=== Section Start ===

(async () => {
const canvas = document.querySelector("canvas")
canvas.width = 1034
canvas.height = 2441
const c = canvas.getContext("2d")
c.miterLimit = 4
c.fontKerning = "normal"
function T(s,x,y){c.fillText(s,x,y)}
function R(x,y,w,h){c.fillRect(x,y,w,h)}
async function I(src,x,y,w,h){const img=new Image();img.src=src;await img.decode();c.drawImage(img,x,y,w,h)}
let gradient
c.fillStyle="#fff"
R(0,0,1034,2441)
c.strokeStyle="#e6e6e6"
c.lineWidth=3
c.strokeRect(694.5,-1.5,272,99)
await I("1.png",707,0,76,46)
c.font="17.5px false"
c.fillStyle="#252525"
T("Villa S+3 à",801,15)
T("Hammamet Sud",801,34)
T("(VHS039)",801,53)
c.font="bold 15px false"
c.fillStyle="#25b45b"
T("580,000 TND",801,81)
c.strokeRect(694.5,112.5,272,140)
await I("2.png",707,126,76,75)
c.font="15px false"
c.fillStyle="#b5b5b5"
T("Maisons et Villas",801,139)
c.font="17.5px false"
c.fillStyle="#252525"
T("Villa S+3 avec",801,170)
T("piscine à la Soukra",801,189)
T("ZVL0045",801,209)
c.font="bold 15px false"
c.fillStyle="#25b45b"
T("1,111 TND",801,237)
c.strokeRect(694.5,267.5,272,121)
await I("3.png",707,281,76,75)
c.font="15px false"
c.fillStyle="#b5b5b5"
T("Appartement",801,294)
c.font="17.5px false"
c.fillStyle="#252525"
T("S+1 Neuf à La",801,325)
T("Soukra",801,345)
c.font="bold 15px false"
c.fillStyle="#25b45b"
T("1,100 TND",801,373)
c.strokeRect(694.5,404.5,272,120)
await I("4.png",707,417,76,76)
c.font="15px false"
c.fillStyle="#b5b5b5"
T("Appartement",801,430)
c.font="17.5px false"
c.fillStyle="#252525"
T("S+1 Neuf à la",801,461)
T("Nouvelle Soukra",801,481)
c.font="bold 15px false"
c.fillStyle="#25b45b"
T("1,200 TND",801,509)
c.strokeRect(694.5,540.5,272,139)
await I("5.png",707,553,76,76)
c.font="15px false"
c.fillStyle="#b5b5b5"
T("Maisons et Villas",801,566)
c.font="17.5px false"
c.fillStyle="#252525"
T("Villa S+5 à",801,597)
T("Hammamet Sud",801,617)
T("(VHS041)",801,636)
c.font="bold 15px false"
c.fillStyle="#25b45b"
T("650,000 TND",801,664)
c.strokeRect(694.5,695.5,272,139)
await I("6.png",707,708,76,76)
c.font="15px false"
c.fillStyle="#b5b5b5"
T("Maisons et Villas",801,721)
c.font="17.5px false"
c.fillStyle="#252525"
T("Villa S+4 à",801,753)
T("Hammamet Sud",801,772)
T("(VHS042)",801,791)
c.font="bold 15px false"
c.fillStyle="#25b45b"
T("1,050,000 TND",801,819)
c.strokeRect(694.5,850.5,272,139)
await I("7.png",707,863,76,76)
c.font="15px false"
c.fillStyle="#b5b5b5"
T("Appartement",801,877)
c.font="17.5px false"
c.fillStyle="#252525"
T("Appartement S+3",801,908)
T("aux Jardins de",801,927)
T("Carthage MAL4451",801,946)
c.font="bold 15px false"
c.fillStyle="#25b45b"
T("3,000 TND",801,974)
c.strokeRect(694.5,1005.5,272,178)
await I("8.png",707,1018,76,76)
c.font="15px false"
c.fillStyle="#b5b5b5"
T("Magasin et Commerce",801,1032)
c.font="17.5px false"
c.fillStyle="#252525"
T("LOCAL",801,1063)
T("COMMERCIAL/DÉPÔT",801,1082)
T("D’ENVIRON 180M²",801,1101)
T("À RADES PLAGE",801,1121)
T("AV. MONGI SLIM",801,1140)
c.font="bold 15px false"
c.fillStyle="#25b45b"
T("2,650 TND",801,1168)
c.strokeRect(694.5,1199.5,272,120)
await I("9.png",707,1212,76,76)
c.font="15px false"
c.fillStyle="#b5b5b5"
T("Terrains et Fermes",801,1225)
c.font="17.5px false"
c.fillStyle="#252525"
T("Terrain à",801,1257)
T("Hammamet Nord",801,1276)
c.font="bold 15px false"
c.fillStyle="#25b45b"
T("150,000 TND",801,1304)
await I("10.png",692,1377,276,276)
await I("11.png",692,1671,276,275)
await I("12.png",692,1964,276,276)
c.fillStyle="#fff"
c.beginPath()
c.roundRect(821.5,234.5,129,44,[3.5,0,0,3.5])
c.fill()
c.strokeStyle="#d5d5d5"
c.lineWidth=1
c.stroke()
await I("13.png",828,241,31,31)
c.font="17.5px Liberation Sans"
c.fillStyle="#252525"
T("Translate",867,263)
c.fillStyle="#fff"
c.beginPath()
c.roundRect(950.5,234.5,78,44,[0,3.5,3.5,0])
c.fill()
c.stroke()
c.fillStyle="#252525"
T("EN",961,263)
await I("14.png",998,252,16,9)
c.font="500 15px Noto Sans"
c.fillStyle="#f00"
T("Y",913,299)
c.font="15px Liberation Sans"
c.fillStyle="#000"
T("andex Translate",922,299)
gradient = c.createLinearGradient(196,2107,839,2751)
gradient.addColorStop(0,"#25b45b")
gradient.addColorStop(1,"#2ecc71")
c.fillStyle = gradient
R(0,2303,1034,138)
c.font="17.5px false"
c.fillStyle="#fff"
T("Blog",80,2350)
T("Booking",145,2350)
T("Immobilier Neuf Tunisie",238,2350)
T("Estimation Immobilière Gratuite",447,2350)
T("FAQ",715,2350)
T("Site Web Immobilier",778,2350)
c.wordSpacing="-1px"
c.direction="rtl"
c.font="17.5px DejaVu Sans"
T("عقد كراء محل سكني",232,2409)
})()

=== Section End ===

▶ Action item:
What lines in the data above contain the word "strokeRect"? Show them all.

▶ Answer to the problem:
c.strokeRect(694.5,-1.5,272,99)
c.strokeRect(694.5,112.5,272,140)
c.strokeRect(694.5,267.5,272,121)
c.strokeRect(694.5,404.5,272,120)
c.strokeRect(694.5,540.5,272,139)
c.strokeRect(694.5,695.5,272,139)
c.strokeRect(694.5,850.5,272,139)
c.strokeRect(694.5,1005.5,272,178)
c.strokeRect(694.5,1199.5,272,120)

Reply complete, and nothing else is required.